__Dataset content__.
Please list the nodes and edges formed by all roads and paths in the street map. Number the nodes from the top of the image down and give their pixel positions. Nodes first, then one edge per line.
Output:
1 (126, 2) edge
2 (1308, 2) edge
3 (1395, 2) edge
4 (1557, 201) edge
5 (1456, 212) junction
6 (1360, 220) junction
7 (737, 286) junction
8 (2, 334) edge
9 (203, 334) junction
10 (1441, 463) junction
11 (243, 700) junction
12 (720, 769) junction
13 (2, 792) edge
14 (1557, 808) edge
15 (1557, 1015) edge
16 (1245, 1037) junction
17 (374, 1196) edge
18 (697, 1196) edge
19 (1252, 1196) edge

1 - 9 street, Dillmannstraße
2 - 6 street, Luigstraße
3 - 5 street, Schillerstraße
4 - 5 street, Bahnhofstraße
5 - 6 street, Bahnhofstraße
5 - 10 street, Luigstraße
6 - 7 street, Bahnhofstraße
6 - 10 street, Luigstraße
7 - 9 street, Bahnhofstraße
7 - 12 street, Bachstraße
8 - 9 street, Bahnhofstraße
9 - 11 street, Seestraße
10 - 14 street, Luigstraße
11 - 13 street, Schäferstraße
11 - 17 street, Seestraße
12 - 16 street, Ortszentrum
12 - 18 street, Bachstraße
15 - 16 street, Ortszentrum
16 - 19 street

* * *

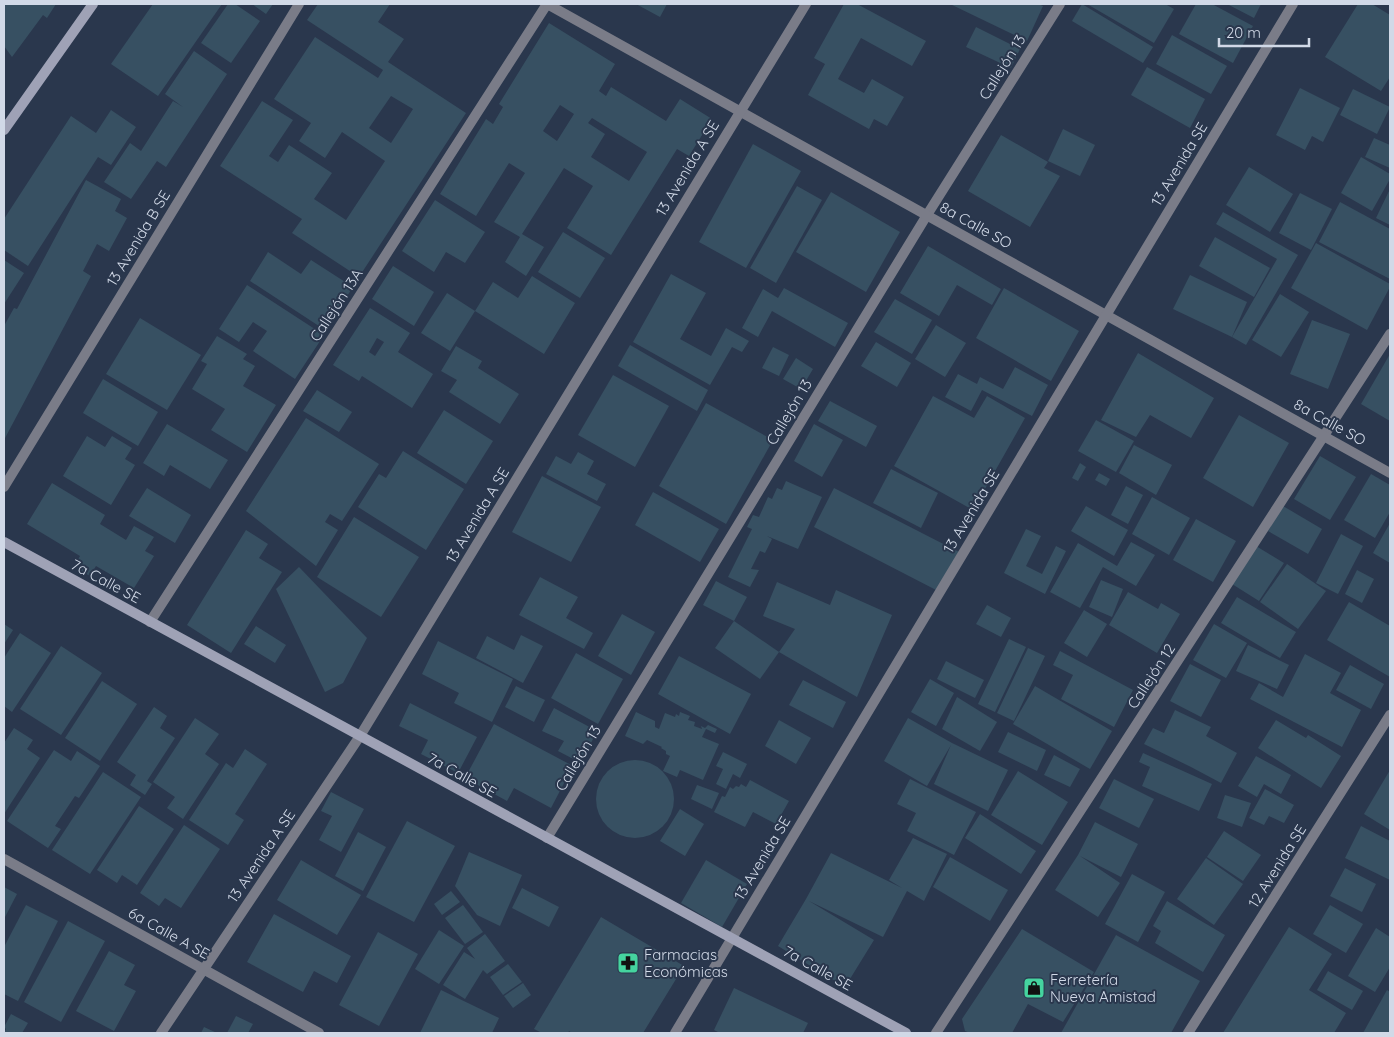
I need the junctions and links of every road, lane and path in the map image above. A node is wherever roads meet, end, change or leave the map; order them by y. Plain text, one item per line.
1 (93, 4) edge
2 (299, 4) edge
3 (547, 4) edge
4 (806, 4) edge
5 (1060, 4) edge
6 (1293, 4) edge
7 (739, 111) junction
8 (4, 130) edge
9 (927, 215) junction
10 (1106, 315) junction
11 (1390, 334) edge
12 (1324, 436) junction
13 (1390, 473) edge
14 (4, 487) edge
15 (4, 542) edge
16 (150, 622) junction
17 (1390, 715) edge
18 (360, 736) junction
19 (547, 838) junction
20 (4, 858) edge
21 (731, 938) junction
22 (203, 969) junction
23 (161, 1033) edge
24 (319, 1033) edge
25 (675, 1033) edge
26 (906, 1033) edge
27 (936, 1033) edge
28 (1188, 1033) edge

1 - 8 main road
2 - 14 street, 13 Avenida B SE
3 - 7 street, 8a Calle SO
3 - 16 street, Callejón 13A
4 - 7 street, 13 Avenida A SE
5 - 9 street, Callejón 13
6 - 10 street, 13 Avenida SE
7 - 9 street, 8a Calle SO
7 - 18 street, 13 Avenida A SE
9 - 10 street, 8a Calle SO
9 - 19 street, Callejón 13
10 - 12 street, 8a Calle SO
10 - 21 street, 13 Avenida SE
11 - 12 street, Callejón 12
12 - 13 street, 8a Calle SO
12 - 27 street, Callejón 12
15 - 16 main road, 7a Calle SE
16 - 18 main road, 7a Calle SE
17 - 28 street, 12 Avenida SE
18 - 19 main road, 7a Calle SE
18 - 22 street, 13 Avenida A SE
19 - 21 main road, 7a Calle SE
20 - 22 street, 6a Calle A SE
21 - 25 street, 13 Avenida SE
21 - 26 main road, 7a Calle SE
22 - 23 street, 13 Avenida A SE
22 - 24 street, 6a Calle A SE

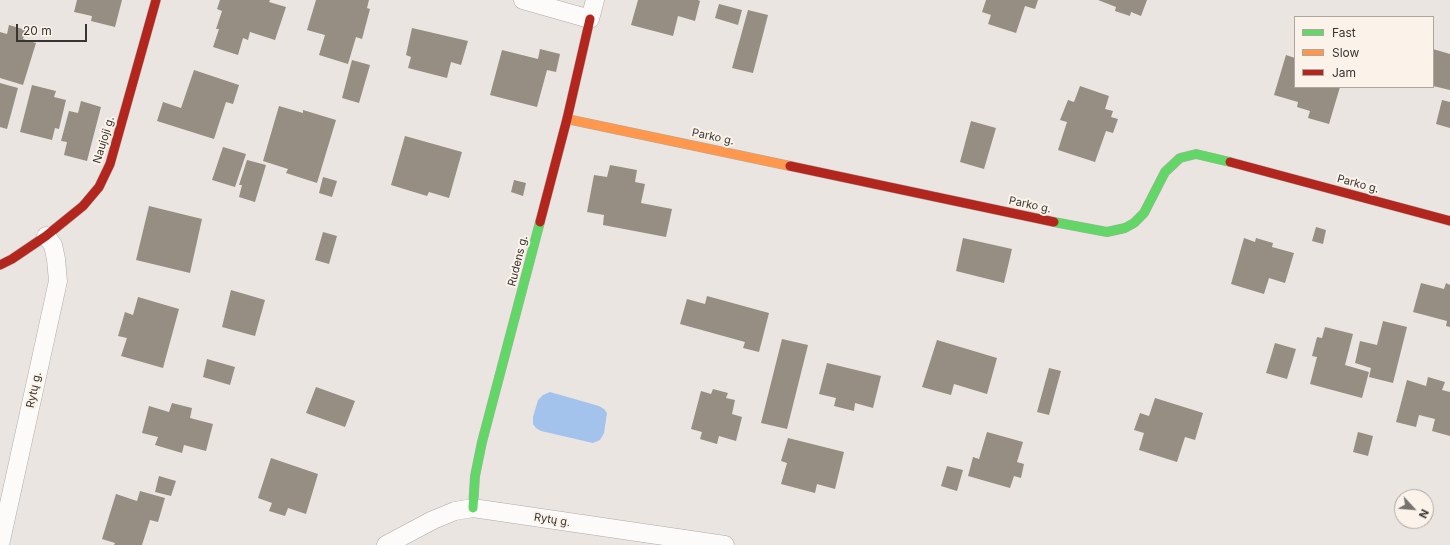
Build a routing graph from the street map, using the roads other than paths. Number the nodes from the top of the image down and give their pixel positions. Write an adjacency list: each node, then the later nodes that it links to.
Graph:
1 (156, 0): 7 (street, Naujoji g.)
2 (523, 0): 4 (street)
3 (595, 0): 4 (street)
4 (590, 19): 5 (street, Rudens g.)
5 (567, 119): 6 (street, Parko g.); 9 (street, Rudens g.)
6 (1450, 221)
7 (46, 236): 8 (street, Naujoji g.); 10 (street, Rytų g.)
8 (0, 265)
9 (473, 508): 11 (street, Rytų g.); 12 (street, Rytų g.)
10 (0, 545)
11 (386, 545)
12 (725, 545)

__The problem__. Whenever a line of the listing above holds the word "their", copy that line.

__Output for this exercise__.
Please list the nodes and edges formed by all roads and paths in the street map. Number the nodes from the top of the image down and give their pixel positions. Nodes first, then one edge per line.
Build a routing graph from the street map, using the roads other than paths. Number the nodes from the top of the image down and give their pixel positions. Write an adjacency list: each node, then the later nodes that it links to.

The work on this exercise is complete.